Captains have reported distress signals in the sky

A number of captains, sailing their ships in the crowded waters of the English Channel on Monday night, signaled to the coastguard services in France and the United Kingdom, saying that they noticed warning flares in the night sky. The lights, they reported, were either white or bright green, and they urged authorities to take steps to save the ships in distress. The cause of the strange phenomenon, which began at around 21:30 BST (2030 GMT), was quickly found to be an expected meteor shower, of which the boat captains in the area had no idea.

Three successive meteor showers were visible yesterday, all coming from the same comet passing near our planet. Astronomers had predicted the shower in advance, and this was made possible by the fact that our planet takes roughly the same course around the Sun every year. Comets and other celestial bodies slamming into our planet's atmosphere are the things that produce what are known as "shooting stars," swarms of meteorites that plummet to the ground at large speeds, which causes them to burn up.

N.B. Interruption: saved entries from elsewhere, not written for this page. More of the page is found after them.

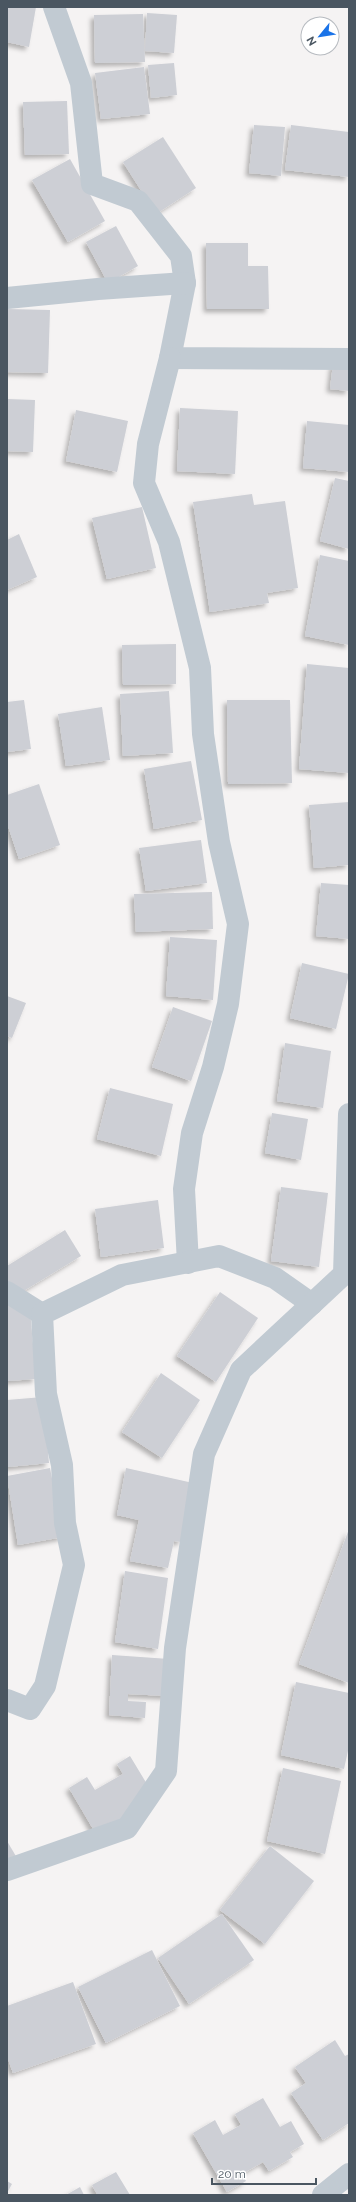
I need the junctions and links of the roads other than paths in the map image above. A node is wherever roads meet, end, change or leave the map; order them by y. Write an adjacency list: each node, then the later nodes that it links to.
1 (54, 7): 2 (street)
2 (185, 283): 3 (street); 4 (street)
3 (7, 298)
4 (170, 358): 5 (street); 7 (street)
5 (349, 359)
6 (349, 1114): 9 (street)
7 (188, 1262): 9 (street); 10 (street)
8 (7, 1292): 10 (street)
9 (312, 1304): 12 (street)
10 (42, 1314): 11 (street)
11 (7, 1700)
12 (7, 1870)
13 (349, 2174): 14 (street)
14 (323, 2195)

"There were reports of flares all down the coast which went on for about half an hour, but there was a forecast for a meteor shower," a Solent Coastguard spokesman explained to the BBC News. Because most meteor showers are regular occurrences in the evening skies, and are particularly visible when there are no clouds, some of them have names. The spokesman said that the one seen the night before might be either June Lyrids, or the Ophruchids, or maybe the Zeta Perseids.

"For a minute there last night I thought we had made such good progress that we were seeing the Northern Lights. We later learned that the pyrotechnic display was actually a meteor shower, which was an amazing sight," the British news agency quoted Dee Caffari, a yachtswoman, as saying. She was sailing in the English Channel last night as well, along with her all-women crew, in an attempt to break the record at sailing around England and Ireland.